** Opening Data block **

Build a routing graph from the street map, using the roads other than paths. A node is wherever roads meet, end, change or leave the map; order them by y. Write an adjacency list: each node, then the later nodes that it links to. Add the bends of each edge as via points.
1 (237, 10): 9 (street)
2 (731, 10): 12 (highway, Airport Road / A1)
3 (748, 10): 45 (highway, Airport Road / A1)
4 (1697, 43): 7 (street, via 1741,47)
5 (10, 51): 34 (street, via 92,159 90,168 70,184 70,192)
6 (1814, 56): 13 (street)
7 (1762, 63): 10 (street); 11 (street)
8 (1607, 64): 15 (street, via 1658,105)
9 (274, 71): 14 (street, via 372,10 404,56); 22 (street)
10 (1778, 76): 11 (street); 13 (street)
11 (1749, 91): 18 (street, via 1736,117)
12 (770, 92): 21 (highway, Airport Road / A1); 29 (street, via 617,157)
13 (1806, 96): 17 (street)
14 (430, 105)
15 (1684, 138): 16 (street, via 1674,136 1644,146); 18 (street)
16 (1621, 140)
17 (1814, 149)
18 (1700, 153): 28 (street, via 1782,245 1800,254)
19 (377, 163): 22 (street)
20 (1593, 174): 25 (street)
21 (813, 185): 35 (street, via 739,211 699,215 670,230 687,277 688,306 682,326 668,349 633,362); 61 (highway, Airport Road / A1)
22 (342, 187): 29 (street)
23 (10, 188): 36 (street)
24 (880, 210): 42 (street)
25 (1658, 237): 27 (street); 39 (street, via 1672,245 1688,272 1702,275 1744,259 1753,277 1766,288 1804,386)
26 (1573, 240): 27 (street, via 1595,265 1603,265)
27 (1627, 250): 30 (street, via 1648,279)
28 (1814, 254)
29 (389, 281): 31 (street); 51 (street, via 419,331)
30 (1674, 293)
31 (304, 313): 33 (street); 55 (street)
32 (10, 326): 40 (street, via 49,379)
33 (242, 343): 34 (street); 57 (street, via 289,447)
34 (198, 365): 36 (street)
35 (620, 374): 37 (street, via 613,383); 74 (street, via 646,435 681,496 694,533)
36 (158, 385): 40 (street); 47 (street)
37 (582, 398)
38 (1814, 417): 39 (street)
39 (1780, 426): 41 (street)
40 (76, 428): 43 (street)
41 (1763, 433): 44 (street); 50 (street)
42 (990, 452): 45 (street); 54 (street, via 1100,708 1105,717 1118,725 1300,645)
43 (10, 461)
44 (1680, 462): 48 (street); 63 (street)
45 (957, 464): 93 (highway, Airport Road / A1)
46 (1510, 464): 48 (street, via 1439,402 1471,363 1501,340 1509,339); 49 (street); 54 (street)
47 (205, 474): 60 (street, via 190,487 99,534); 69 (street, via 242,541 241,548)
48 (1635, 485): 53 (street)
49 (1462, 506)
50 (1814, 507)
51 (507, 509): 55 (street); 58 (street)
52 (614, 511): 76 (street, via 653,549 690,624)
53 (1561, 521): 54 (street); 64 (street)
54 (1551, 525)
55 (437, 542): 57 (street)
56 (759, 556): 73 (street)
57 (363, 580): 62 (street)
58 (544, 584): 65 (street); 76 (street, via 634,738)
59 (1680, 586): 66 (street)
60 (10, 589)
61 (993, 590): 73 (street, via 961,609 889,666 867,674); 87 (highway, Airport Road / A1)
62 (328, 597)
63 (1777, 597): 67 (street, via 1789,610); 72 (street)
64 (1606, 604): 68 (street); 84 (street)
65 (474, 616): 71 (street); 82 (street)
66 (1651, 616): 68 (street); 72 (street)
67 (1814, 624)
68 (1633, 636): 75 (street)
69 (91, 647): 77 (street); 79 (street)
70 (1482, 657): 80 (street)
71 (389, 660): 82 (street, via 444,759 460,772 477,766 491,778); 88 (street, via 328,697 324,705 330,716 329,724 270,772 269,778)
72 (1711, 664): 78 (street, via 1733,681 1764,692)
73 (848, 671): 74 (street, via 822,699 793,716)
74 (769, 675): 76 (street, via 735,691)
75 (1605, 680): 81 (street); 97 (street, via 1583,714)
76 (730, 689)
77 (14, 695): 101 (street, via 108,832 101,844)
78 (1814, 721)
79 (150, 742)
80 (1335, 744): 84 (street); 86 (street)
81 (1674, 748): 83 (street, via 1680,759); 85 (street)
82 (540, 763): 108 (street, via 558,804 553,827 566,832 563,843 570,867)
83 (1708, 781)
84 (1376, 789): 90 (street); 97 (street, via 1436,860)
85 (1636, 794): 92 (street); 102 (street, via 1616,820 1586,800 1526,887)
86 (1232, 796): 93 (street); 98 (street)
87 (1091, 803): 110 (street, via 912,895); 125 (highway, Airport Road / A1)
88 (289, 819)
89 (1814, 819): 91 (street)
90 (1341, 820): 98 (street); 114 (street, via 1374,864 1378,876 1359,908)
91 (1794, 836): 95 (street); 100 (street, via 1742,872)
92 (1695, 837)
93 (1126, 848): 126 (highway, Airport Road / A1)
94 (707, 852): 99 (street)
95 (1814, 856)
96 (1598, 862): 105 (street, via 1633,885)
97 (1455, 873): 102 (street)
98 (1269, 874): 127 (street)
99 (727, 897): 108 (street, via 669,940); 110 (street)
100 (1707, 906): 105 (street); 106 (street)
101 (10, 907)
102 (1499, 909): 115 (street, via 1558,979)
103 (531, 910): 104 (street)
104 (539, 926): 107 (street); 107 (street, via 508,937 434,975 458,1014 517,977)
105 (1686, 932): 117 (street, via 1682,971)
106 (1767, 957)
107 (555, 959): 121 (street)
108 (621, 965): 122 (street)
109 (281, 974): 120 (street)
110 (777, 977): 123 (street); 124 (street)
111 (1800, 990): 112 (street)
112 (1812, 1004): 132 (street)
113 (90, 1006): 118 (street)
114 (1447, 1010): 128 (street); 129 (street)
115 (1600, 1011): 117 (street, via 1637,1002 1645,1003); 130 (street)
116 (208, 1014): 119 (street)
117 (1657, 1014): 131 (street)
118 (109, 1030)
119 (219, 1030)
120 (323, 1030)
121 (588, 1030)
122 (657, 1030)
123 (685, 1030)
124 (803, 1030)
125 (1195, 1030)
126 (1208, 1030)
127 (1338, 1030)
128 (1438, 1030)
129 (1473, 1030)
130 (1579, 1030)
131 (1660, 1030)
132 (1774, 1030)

** Closing Data block **

Task instructions
Set down each line exactly as it appears in the data.

Output of the exercise
Build a routing graph from the street map, using the roads other than paths. A node is wherever roads meet, end, change or leave the map; order them by y. Write an adjacency list: each node, then the later nodes that it links to. Add the bends of each edge as via points.
1 (237, 10): 9 (street)
2 (731, 10): 12 (highway, Airport Road / A1)
3 (748, 10): 45 (highway, Airport Road / A1)
4 (1697, 43): 7 (street, via 1741,47)
5 (10, 51): 34 (street, via 92,159 90,168 70,184 70,192)
6 (1814, 56): 13 (street)
7 (1762, 63): 10 (street); 11 (street)
8 (1607, 64): 15 (street, via 1658,105)
9 (274, 71): 14 (street, via 372,10 404,56); 22 (street)
10 (1778, 76): 11 (street); 13 (street)
11 (1749, 91): 18 (street, via 1736,117)
12 (770, 92): 21 (highway, Airport Road / A1); 29 (street, via 617,157)
13 (1806, 96): 17 (street)
14 (430, 105)
15 (1684, 138): 16 (street, via 1674,136 1644,146); 18 (street)
16 (1621, 140)
17 (1814, 149)
18 (1700, 153): 28 (street, via 1782,245 1800,254)
19 (377, 163): 22 (street)
20 (1593, 174): 25 (street)
21 (813, 185): 35 (street, via 739,211 699,215 670,230 687,277 688,306 682,326 668,349 633,362); 61 (highway, Airport Road / A1)
22 (342, 187): 29 (street)
23 (10, 188): 36 (street)
24 (880, 210): 42 (street)
25 (1658, 237): 27 (street); 39 (street, via 1672,245 1688,272 1702,275 1744,259 1753,277 1766,288 1804,386)
26 (1573, 240): 27 (street, via 1595,265 1603,265)
27 (1627, 250): 30 (street, via 1648,279)
28 (1814, 254)
29 (389, 281): 31 (street); 51 (street, via 419,331)
30 (1674, 293)
31 (304, 313): 33 (street); 55 (street)
32 (10, 326): 40 (street, via 49,379)
33 (242, 343): 34 (street); 57 (street, via 289,447)
34 (198, 365): 36 (street)
35 (620, 374): 37 (street, via 613,383); 74 (street, via 646,435 681,496 694,533)
36 (158, 385): 40 (street); 47 (street)
37 (582, 398)
38 (1814, 417): 39 (street)
39 (1780, 426): 41 (street)
40 (76, 428): 43 (street)
41 (1763, 433): 44 (street); 50 (street)
42 (990, 452): 45 (street); 54 (street, via 1100,708 1105,717 1118,725 1300,645)
43 (10, 461)
44 (1680, 462): 48 (street); 63 (street)
45 (957, 464): 93 (highway, Airport Road / A1)
46 (1510, 464): 48 (street, via 1439,402 1471,363 1501,340 1509,339); 49 (street); 54 (street)
47 (205, 474): 60 (street, via 190,487 99,534); 69 (street, via 242,541 241,548)
48 (1635, 485): 53 (street)
49 (1462, 506)
50 (1814, 507)
51 (507, 509): 55 (street); 58 (street)
52 (614, 511): 76 (street, via 653,549 690,624)
53 (1561, 521): 54 (street); 64 (street)
54 (1551, 525)
55 (437, 542): 57 (street)
56 (759, 556): 73 (street)
57 (363, 580): 62 (street)
58 (544, 584): 65 (street); 76 (street, via 634,738)
59 (1680, 586): 66 (street)
60 (10, 589)
61 (993, 590): 73 (street, via 961,609 889,666 867,674); 87 (highway, Airport Road / A1)
62 (328, 597)
63 (1777, 597): 67 (street, via 1789,610); 72 (street)
64 (1606, 604): 68 (street); 84 (street)
65 (474, 616): 71 (street); 82 (street)
66 (1651, 616): 68 (street); 72 (street)
67 (1814, 624)
68 (1633, 636): 75 (street)
69 (91, 647): 77 (street); 79 (street)
70 (1482, 657): 80 (street)
71 (389, 660): 82 (street, via 444,759 460,772 477,766 491,778); 88 (street, via 328,697 324,705 330,716 329,724 270,772 269,778)
72 (1711, 664): 78 (street, via 1733,681 1764,692)
73 (848, 671): 74 (street, via 822,699 793,716)
74 (769, 675): 76 (street, via 735,691)
75 (1605, 680): 81 (street); 97 (street, via 1583,714)
76 (730, 689)
77 (14, 695): 101 (street, via 108,832 101,844)
78 (1814, 721)
79 (150, 742)
80 (1335, 744): 84 (street); 86 (street)
81 (1674, 748): 83 (street, via 1680,759); 85 (street)
82 (540, 763): 108 (street, via 558,804 553,827 566,832 563,843 570,867)
83 (1708, 781)
84 (1376, 789): 90 (street); 97 (street, via 1436,860)
85 (1636, 794): 92 (street); 102 (street, via 1616,820 1586,800 1526,887)
86 (1232, 796): 93 (street); 98 (street)
87 (1091, 803): 110 (street, via 912,895); 125 (highway, Airport Road / A1)
88 (289, 819)
89 (1814, 819): 91 (street)
90 (1341, 820): 98 (street); 114 (street, via 1374,864 1378,876 1359,908)
91 (1794, 836): 95 (street); 100 (street, via 1742,872)
92 (1695, 837)
93 (1126, 848): 126 (highway, Airport Road / A1)
94 (707, 852): 99 (street)
95 (1814, 856)
96 (1598, 862): 105 (street, via 1633,885)
97 (1455, 873): 102 (street)
98 (1269, 874): 127 (street)
99 (727, 897): 108 (street, via 669,940); 110 (street)
100 (1707, 906): 105 (street); 106 (street)
101 (10, 907)
102 (1499, 909): 115 (street, via 1558,979)
103 (531, 910): 104 (street)
104 (539, 926): 107 (street); 107 (street, via 508,937 434,975 458,1014 517,977)
105 (1686, 932): 117 (street, via 1682,971)
106 (1767, 957)
107 (555, 959): 121 (street)
108 (621, 965): 122 (street)
109 (281, 974): 120 (street)
110 (777, 977): 123 (street); 124 (street)
111 (1800, 990): 112 (street)
112 (1812, 1004): 132 (street)
113 (90, 1006): 118 (street)
114 (1447, 1010): 128 (street); 129 (street)
115 (1600, 1011): 117 (street, via 1637,1002 1645,1003); 130 (street)
116 (208, 1014): 119 (street)
117 (1657, 1014): 131 (street)
118 (109, 1030)
119 (219, 1030)
120 (323, 1030)
121 (588, 1030)
122 (657, 1030)
123 (685, 1030)
124 (803, 1030)
125 (1195, 1030)
126 (1208, 1030)
127 (1338, 1030)
128 (1438, 1030)
129 (1473, 1030)
130 (1579, 1030)
131 (1660, 1030)
132 (1774, 1030)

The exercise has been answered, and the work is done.